The correction was then used to process the ocean brightness temperature, and the bias with respect to the forward model was re-assessed. The impact of this correction is a clear mitigation of the bias observed during the eclipse period. Figure 9 shows the Y polarisation brightness temperature bias observed over the ocean with and without the T_p7 correction applied. The increased bias in the eclipse is observed around 35N to 60N degrees in latitude during the Northern Hemisphere (NH) winter months in the left plot.

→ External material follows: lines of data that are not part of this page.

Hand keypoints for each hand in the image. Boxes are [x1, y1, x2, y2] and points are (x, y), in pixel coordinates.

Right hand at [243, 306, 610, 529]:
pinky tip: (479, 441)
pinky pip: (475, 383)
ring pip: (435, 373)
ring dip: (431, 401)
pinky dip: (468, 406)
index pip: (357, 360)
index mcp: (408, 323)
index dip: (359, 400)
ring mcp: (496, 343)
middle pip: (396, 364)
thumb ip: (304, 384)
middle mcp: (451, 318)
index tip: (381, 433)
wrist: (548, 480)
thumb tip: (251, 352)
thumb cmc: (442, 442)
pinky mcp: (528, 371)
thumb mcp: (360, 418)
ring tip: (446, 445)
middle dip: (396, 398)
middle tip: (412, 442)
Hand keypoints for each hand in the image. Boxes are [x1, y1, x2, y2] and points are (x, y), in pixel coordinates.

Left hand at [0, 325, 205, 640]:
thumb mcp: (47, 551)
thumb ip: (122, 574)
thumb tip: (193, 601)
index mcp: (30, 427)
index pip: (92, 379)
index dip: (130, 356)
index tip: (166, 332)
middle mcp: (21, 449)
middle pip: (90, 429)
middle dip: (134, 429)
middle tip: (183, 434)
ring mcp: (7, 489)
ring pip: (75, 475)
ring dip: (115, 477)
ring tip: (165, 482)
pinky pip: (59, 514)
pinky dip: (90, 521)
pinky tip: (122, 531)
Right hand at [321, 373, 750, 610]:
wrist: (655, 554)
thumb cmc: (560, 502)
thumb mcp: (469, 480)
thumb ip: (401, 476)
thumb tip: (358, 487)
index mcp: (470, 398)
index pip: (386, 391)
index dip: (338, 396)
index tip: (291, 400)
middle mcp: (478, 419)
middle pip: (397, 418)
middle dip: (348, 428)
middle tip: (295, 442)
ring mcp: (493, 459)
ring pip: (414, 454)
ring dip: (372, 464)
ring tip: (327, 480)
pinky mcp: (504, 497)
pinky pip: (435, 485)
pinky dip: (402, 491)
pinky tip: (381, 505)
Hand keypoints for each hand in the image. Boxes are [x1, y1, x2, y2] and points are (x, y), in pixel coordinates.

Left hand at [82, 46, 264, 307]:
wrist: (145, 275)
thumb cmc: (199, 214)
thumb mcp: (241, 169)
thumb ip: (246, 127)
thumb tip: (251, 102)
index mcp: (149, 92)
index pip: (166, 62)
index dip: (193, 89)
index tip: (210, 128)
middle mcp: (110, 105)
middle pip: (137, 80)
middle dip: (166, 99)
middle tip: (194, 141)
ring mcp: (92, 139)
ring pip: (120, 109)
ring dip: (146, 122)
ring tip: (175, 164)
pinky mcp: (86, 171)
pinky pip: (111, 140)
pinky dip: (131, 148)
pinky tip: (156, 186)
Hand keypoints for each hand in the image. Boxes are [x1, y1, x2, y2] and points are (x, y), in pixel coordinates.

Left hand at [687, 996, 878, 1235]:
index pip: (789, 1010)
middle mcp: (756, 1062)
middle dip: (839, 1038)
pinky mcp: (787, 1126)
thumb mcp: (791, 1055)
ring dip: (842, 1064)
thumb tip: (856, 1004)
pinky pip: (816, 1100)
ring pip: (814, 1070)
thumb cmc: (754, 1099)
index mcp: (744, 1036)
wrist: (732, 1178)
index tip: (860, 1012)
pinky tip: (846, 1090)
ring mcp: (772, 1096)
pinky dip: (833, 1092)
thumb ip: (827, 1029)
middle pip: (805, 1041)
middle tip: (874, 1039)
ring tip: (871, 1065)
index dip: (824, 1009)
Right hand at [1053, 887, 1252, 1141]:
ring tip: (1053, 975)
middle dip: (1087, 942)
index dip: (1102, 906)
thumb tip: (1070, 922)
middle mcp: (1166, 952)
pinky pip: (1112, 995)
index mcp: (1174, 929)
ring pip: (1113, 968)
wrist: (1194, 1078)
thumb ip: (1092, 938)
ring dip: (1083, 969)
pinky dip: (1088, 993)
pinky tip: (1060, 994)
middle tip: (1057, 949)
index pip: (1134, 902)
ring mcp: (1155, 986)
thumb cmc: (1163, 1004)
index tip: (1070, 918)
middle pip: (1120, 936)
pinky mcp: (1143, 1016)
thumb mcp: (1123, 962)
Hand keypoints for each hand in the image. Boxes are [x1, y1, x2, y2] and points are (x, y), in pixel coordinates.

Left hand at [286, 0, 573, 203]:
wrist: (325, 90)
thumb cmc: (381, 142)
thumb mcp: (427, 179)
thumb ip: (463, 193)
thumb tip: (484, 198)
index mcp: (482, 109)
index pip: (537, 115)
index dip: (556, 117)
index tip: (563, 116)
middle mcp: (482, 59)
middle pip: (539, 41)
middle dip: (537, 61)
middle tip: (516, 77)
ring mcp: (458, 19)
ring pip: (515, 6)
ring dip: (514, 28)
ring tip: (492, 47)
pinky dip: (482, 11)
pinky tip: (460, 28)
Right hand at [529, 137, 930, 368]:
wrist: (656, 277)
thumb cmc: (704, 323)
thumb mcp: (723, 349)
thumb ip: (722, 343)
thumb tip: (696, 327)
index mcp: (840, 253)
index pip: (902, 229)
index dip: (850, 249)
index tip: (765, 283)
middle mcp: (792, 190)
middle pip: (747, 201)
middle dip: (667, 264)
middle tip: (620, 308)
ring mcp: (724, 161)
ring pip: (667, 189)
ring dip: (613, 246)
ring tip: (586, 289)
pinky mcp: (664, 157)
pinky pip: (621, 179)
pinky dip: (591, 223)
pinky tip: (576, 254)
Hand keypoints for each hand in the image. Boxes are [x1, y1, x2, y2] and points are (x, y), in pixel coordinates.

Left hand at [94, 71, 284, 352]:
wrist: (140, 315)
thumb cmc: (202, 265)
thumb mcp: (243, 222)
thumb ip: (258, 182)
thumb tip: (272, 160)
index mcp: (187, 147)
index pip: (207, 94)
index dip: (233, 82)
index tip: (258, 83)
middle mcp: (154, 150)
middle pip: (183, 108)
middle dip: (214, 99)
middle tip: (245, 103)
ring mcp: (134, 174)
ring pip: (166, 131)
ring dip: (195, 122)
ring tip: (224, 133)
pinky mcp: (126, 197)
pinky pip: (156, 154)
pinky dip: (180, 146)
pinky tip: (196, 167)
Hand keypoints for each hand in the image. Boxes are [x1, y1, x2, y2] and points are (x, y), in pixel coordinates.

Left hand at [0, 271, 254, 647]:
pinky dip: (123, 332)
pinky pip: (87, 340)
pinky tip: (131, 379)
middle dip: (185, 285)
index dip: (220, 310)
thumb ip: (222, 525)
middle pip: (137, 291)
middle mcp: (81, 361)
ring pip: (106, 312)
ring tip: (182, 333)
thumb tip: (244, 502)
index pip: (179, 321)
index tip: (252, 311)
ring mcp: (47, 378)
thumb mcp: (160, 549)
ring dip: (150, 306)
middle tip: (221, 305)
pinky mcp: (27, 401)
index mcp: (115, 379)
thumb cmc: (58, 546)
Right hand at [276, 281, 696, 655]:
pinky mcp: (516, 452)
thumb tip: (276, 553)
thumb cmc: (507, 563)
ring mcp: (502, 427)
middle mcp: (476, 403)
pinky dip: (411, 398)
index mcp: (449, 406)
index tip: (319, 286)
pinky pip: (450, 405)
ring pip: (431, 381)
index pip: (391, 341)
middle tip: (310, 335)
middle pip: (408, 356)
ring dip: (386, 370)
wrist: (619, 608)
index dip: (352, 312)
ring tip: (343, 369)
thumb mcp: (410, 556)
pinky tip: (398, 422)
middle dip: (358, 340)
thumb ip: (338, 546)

2.2. Changes in Image Reconstruction

Image reconstruction is a process where the calibrated MIRAS data are turned into radiometric maps that can be projected on the Earth’s surface. For the v724 processing baseline, three main improvements were made to this process. They are improvements related to

-

Gibbs phenomena correction.

-

The use of a sea-ice mask.

-

Correction of the Sun’s influence in the images.

In the following sub-sections, we describe these updates in detail.

2.2.1. Gibbs-2 Algorithm

The so-called Gibbs-2 algorithm is an evolution of the Gibbs-1 algorithm applied to SMOS measurements since its launch. Originally, the Gibbs correction aimed to reduce the Gibbs artefacts that appeared in the image following large BT transitions between land and ocean (or sky and Earth) due to limited coverage in the visibility domain. Soon after, the team realised that the correction not only reduces the Gibbs artefacts but also a floor error induced in the retrieved images due to dissimilarities in the antenna patterns and the aliasing [13,14]. Gibbs-1 correction reduces this so-called floor error by removing a constant brightness temperature (BT) in the reconstruction process, which reduces the visibility values before inversion, and adding it back at the end of the inversion process. In Gibbs-2, the process has evolved to include the use of an artificial scene as close as possible to the observed one. This artificial scene, $V_a$, uses a Fresnel model over the ocean and a constant value (250 K) over land. Figure 10 shows an example of the artificial scene as used in the image reconstruction processor. The visibilities of this artificial scene are computed using an SMOS instrument model:

$$V_a=G{T}_a,$$

(11)

where T_a represents the modelled BT of the artificial scene, G is the instrument model, and V_a are the visibilities derived from the T_a scene.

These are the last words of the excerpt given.